BACKGROUND AND AIMS
Many early antimicrobial stewardship (AMS) initiatives focused on reducing antimicrobial use (AMU). However, reducing AMU may cause harm. To avoid unintended consequences, the focus is now moving to increasing appropriateness of AMU. At the same time, there has been a shift from a single-context approach towards a unified, One Health AMS approach. However, the lack of an agreed definition of appropriate AMU between stakeholders representing animal, human, and environmental health remains a barrier to coordinated, One Health AMS implementation.
METHODS
The authors conducted a literature review and held four focus groups with diverse stakeholders to develop a list of proposed statements that could describe appropriate (systemic) AMU across all One Health contexts.1 The authors included these in a four-round, online Delphi survey circulated to AMS experts globally, whom the authors identified from their publications, professional networks, project partner organisations, and snowballing. Each statement was rated on a seven-point Likert scale (0–6); a score of four or more was considered agreement. Participants could also provide written feedback on each statement. Statements were included in the consensus only when they reached 80% agreement. Those with <60% agreement in any round were considered rejected, and statements with 60–80% agreement were presented again in the subsequent round, until round three, with changes based on participant feedback. In the fourth round, the authors asked the feasibility of measuring each consensus item in the context with which the participant was most familiar.
RESULTS
The authors invited 391 AMS experts to participate, and 243 from 44 countries (62%) provided a response to at least one survey round. Twenty-two percent were from low- and middle-income countries, and 63% were in a position to influence their national AMR strategy. Sixty-three percent represented human health, 26% represented animal health, and 11% environmental health or ‘other’. In round one, 43 of 76 proposed statements (Table 1) reached 80% consensus, with a further eight statements reaching consensus over subsequent rounds. Consensus statements covered a wide range of topics, including who should receive systemic antimicrobials; when, why, and how these should be initiated; and whether it should be for a therapeutic or preventative indication. The selection of drug, route, dosing, and duration were the other main topics; in general, participants agreed that relevant guidelines should be followed, where these are available. In the absence of guidelines, participants agreed that the narrowest spectrum or lowest importance drug should be used, by the safest effective route, and for the shortest duration to control the infection (or risk of infection, in the case of preventative use). The median proportion of respondents who felt that, in their context, it would be feasible to measure concordance with each statement was 62%, with feasibility almost always rated higher for human health contexts than animal health contexts. Statements that were rejected in the first round included: using antimicrobials for the purpose of growth promotion in livestock and using preventative antimicrobials for the purpose of avoiding economic loss.

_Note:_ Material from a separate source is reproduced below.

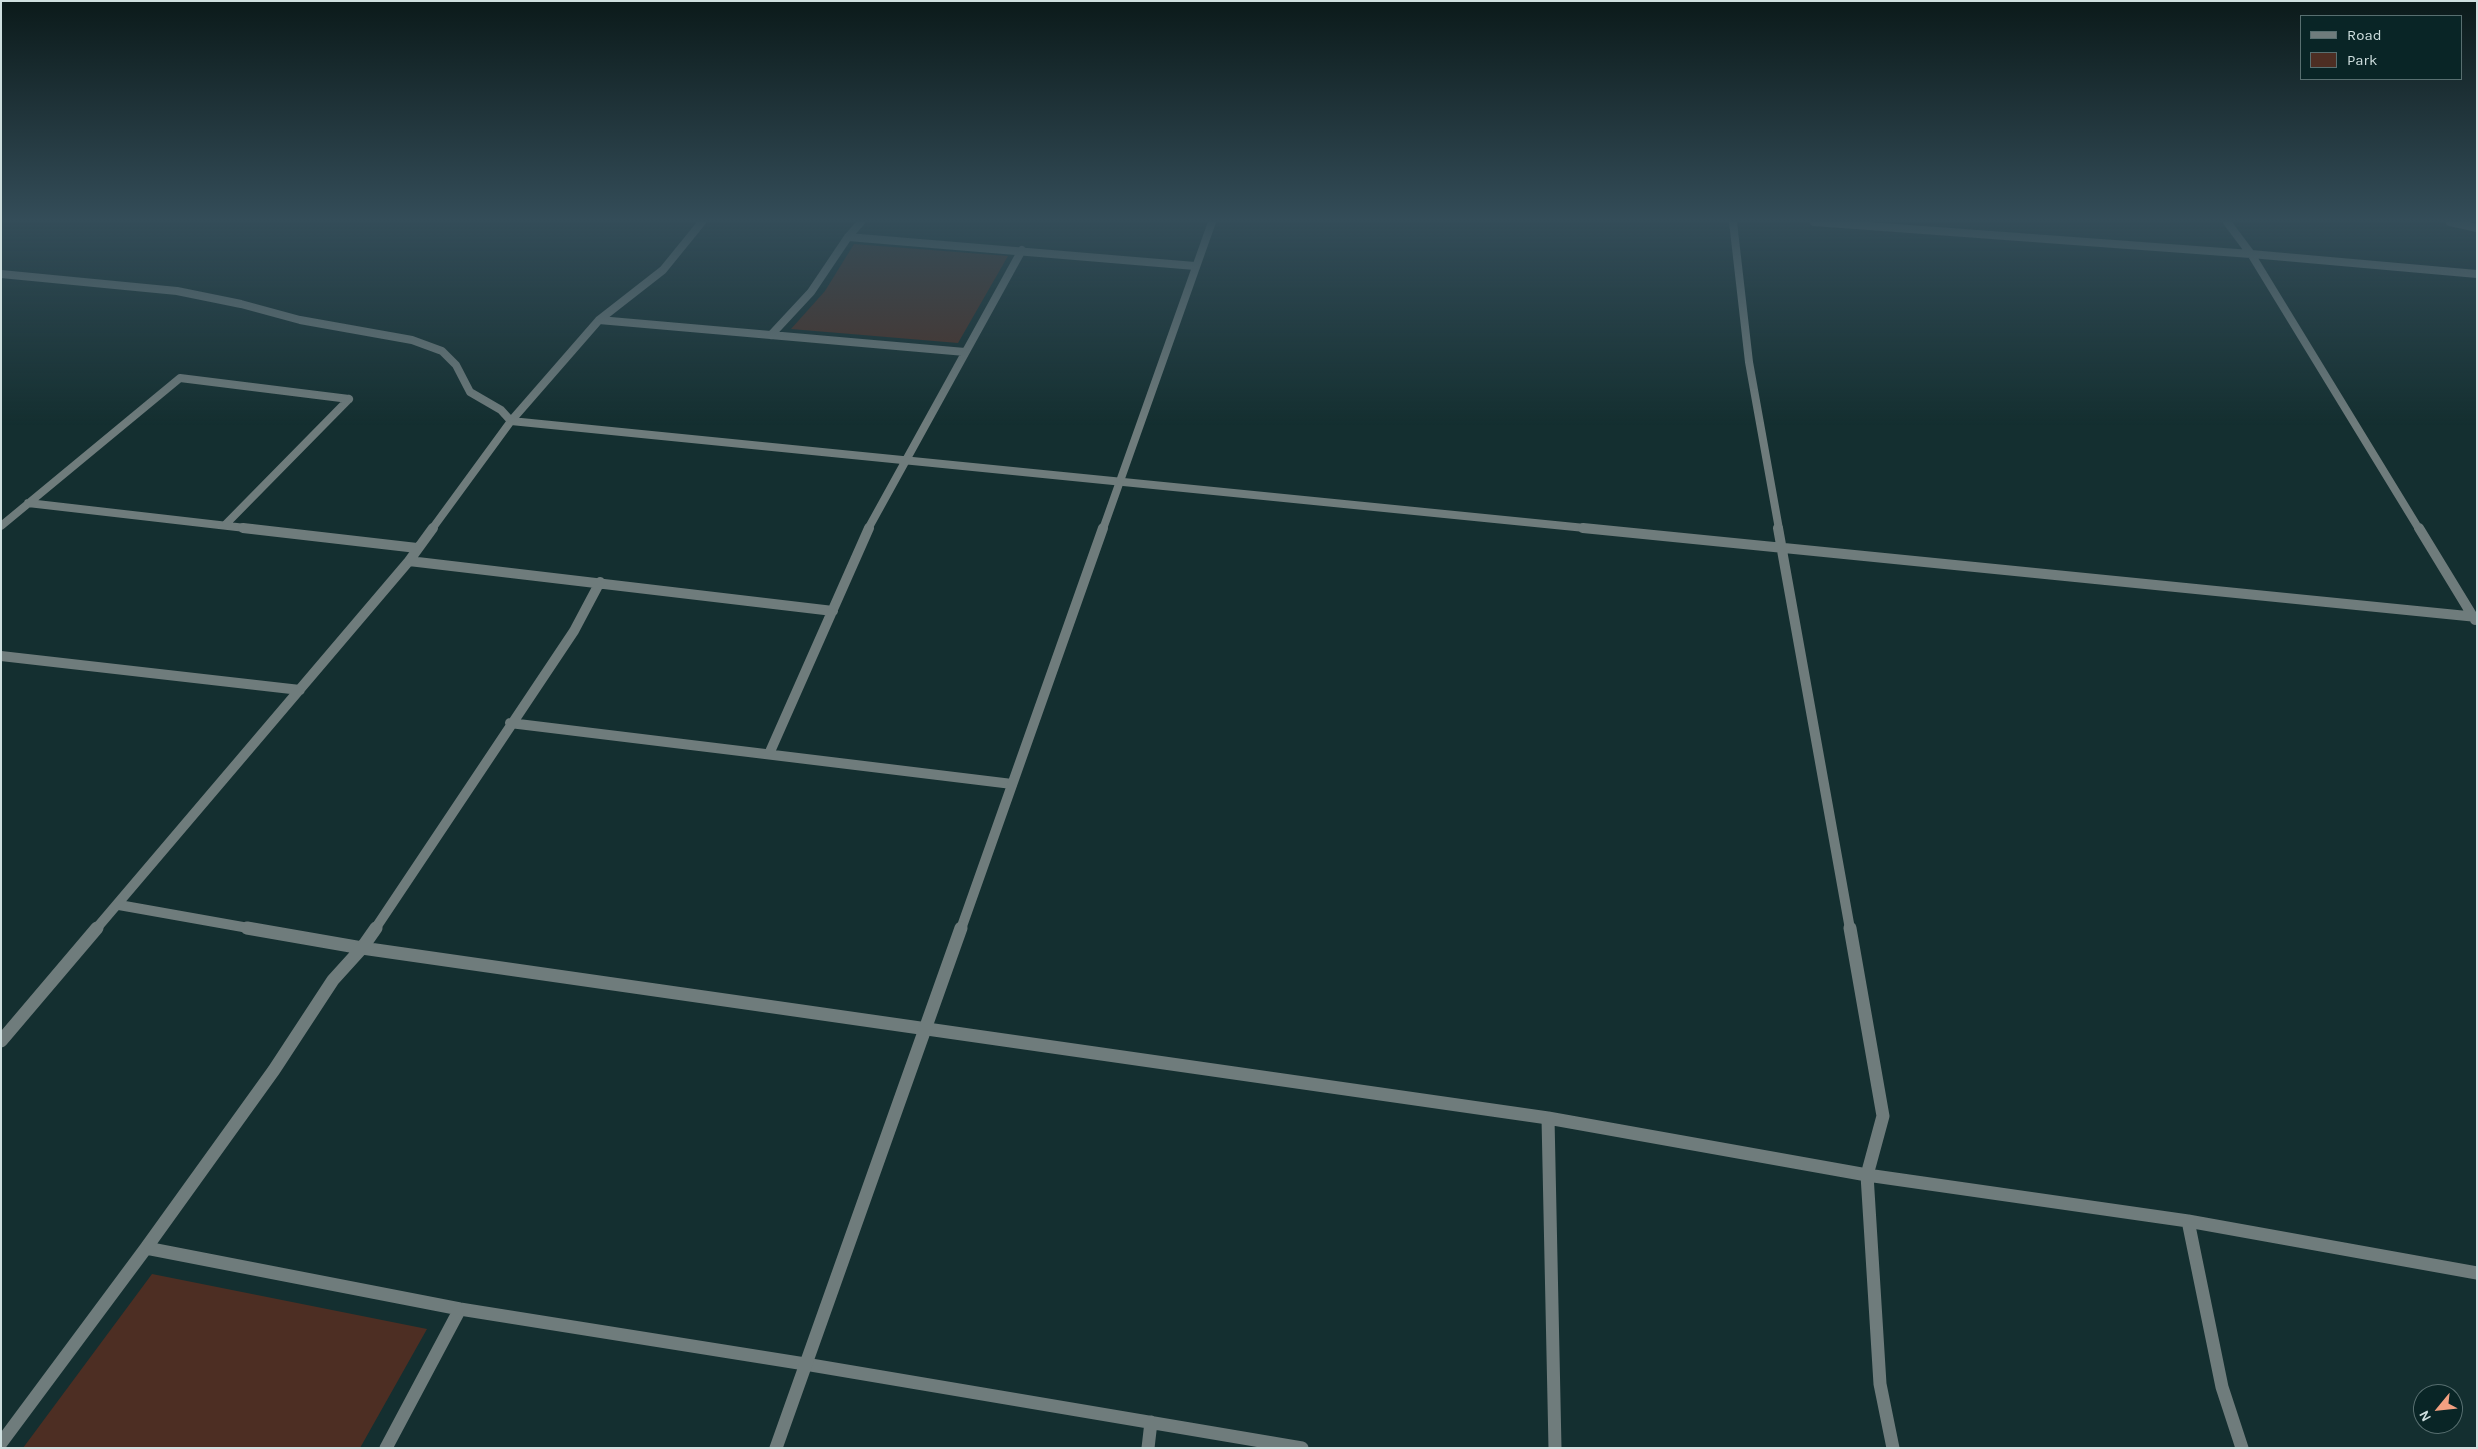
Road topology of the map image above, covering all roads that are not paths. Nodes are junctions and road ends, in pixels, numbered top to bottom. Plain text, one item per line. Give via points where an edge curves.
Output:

Table 1: The 51 consensus statements regarding important features of appropriate AMU, with the survey question: when considering whether a systemic use of antimicrobials was appropriate, how important is the following?
AMR: antimicrobial resistance; AMU: antimicrobial use.
CONCLUSION
The 51 consensus items from this global survey form a new foundation for further One Health discussion around appropriate AMU and unified measures of appropriate use.